11 October 2007
Dear Lorne,

Some of the money I got from appearing as an Anyone Can Host finalist went to pay for my return  to France, mainly to see my future ex wife. We met at university restaurant where she was waiting outside for her boyfriend. She was tarted up, her eyes with the Cleopatra/Amy Wineshouse mascara. I asked her if she knew how to milk cows, thinking she would tell me to go to hell, but she didn't. I said that my money was tight, but if she wanted to take me to the movies, I would go. A few days later we went.
A few weeks later we hitch hiked up to Sweden, took a boat to Finland then up over the Arctic circle to Norway, where we had a falling out and ended up returning to France separately.

Have you ever been to Lapland in July?  Answering nature's call outdoors is a nightmare, unless you enjoy being swarmed by mosquitos. We had to buy her a beekeepers' hat to keep her face from swelling up even more, since we usually slept outside. One night we spent in a sawmill, the next morning just leaving out of the door at one end as the workers were coming in the other. We were off and on for a few years, then after I got my company going in Seattle, I sent her a plane ticket.

She did not like my beard. Shortly after the show she mailed some razor blades from France. Before the show I was doing the postcards. After I was doing unsolicited material for you and short stories until the following spring. Sometimes the ritual was to have a bowl of coffee around midnight, maybe a good cry, then write until dawn. I wasn't too sure about having a box of razor blades so readily available.

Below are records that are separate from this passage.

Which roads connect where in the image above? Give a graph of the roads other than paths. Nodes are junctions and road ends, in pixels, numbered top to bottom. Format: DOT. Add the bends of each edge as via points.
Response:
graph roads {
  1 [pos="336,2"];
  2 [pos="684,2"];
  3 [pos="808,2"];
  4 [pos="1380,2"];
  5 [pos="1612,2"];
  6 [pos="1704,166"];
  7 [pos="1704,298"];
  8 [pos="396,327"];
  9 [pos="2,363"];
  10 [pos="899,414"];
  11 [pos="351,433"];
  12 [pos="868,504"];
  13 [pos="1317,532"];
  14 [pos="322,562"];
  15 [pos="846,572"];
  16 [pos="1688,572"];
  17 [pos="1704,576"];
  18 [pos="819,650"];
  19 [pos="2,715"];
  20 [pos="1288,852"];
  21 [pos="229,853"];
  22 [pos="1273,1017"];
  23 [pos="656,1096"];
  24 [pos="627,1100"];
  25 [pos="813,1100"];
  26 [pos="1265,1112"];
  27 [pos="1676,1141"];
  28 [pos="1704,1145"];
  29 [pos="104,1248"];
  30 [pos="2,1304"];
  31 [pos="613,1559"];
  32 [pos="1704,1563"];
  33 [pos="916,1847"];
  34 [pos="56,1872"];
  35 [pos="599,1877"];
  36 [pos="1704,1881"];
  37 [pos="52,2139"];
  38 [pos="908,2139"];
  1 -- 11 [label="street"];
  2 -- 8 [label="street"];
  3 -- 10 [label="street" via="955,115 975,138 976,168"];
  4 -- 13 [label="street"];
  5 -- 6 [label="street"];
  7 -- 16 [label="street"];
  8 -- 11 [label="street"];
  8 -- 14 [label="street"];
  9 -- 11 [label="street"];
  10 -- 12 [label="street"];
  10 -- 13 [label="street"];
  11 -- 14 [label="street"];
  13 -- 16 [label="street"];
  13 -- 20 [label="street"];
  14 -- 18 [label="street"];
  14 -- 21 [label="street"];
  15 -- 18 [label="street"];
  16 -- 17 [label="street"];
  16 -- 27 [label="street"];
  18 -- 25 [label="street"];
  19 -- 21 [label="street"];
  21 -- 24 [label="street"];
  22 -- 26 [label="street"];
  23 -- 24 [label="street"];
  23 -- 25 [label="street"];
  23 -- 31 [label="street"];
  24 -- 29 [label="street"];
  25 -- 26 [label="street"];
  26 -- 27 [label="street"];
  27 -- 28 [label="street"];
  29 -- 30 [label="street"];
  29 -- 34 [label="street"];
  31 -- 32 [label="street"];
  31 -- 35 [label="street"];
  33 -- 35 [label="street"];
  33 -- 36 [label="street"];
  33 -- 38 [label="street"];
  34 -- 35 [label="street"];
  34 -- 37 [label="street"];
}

Some people are lucky enough to fall in love with the right person and live happily ever after. While most of us either have no idea what we are getting into, or don't want to spoil things with a reality check. Some of our greatest accomplishments we probably would not attempted if we had known any better at the time. She came to visit for a month, then we extended her visa, then she got pregnant. Is the rhythm method more a way to show how you have no rhythm?

We got married, bought a house, had three beautiful daughters, none of them planned. If complaining were a sport, the French would win every medal and my ex would be the national hero.